I have been and still am trying very hard to have a positive outlook on this situation.
I realize that no matter what we are still blessed.
We are healthy. We are together. We have a roof over our head, food, savings. I still have a full time job with benefits.
I know all that.
However, I'm getting tired of this gloomy situation.
Tired of not being able to go to a store and pick out my own stuff. Tired of not being able to go out for dinner. Tired of washing my hands every 5 min and keep people away from my office. Tired of not being able to make any travel plans. Tired of not knowing when I'll get to see DD graduate, see her in her prom dress, do the corsage and boutonnières thing with her boyfriend. Tired of thinking, hearing, seeing anything about COVID-19 and oil prices.

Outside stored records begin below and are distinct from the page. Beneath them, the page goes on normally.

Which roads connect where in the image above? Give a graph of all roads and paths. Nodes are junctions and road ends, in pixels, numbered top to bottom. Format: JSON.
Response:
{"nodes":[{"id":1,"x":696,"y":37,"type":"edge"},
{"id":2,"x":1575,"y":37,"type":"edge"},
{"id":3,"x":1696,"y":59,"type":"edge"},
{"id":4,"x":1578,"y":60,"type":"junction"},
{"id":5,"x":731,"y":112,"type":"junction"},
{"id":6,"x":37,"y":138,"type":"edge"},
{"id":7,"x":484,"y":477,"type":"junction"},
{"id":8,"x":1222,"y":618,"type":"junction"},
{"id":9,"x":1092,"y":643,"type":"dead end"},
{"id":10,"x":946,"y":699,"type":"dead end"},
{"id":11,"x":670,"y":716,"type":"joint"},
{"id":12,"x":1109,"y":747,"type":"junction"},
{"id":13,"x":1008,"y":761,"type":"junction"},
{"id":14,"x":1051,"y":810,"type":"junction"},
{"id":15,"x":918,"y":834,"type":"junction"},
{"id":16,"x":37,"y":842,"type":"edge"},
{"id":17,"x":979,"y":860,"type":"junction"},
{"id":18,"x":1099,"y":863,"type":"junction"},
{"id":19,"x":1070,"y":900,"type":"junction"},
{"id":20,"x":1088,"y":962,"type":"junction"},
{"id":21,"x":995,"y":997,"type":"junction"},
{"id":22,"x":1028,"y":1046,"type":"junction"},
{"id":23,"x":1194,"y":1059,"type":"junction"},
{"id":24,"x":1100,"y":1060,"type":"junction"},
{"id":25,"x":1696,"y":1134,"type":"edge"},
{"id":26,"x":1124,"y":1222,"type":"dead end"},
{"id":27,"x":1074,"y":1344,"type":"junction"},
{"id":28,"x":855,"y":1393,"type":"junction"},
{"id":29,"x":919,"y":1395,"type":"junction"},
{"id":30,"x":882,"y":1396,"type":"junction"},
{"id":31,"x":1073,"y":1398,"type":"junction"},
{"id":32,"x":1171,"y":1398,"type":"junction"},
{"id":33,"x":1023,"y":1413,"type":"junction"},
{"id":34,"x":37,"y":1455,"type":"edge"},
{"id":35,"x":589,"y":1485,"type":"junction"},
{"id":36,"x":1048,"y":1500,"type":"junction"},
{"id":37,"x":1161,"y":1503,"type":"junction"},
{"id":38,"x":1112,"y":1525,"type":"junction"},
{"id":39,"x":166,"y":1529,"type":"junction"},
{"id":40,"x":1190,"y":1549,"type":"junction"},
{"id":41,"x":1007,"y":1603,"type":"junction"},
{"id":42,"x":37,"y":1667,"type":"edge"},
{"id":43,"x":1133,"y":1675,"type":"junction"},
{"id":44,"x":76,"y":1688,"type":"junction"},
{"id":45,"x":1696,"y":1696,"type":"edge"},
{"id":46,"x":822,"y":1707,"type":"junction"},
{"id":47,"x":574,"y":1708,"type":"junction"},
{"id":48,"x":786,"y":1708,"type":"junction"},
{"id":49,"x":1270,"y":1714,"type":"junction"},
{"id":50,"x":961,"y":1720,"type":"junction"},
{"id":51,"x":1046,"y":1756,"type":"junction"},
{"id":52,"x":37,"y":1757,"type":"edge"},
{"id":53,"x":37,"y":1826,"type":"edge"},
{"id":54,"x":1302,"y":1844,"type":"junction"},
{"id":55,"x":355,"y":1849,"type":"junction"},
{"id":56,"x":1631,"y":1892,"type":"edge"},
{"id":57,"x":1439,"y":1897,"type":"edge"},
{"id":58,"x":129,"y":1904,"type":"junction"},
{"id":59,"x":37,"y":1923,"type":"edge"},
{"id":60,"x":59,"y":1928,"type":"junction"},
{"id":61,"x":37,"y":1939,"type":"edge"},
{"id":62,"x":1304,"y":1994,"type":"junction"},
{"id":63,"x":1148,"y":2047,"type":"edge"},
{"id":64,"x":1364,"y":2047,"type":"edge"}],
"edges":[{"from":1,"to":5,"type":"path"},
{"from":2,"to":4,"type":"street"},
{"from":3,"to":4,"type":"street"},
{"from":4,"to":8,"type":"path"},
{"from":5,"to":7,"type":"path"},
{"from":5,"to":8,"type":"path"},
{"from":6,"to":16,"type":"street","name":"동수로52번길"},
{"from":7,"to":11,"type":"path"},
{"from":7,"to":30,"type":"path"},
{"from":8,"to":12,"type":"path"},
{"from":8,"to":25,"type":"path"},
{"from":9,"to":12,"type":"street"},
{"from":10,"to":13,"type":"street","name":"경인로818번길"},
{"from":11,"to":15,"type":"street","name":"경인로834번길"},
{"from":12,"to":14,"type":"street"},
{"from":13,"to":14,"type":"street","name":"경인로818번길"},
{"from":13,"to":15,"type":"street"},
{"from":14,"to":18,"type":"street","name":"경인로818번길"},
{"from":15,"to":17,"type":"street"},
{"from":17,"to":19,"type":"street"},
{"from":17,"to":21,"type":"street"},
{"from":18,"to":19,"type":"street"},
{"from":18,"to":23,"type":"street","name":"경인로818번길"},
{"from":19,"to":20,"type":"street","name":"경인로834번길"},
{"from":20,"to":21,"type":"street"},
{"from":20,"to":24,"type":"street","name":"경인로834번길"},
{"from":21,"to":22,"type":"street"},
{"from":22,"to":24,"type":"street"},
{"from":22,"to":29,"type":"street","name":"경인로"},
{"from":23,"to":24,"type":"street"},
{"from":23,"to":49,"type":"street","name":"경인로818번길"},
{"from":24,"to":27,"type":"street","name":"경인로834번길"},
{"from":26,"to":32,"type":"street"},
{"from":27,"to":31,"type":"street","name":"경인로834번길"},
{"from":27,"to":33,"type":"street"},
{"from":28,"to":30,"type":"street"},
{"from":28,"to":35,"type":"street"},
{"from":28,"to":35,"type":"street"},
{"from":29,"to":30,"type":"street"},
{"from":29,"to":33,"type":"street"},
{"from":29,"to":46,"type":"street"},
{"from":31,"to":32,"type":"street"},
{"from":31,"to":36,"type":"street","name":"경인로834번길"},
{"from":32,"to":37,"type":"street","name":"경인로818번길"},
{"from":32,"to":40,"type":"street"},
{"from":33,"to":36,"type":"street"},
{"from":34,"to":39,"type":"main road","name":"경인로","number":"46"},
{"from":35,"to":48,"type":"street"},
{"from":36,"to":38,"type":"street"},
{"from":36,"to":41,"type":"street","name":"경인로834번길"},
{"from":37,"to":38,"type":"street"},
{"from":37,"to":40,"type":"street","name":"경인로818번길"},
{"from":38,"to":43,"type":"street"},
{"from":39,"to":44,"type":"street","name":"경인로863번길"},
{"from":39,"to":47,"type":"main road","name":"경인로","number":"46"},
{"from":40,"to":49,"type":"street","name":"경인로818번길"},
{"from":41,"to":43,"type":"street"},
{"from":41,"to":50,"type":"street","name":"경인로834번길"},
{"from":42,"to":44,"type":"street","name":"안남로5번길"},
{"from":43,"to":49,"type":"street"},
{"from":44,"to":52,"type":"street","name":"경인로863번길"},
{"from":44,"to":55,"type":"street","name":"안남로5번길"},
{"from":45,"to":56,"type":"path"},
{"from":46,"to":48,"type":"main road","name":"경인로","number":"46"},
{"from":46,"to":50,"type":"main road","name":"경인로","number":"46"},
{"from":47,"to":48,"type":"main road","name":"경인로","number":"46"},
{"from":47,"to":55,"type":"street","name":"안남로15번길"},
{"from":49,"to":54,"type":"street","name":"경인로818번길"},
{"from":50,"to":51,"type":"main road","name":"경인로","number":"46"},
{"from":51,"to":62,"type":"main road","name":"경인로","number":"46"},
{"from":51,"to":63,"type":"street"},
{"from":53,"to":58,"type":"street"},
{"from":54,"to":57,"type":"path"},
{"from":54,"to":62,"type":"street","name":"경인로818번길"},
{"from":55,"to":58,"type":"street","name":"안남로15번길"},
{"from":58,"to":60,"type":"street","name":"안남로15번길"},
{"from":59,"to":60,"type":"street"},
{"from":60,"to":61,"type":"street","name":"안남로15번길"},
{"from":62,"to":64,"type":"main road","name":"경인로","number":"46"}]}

We wanted to build a swimming pool this year, go for a senior trip. Send off DD to college. After yesterday's oil price fall, it's all postponed until who knows when.
I know there are a lot of people in much worse situation than we are. I know that.
I still sometimes get depressed about everything and all I want to do is close the doors and just sleep without a worry in the world.
I don't talk about my feelings to any of my family. I don't want them to feel bad or depress them more than they need to. I feel guilty for feeling this way.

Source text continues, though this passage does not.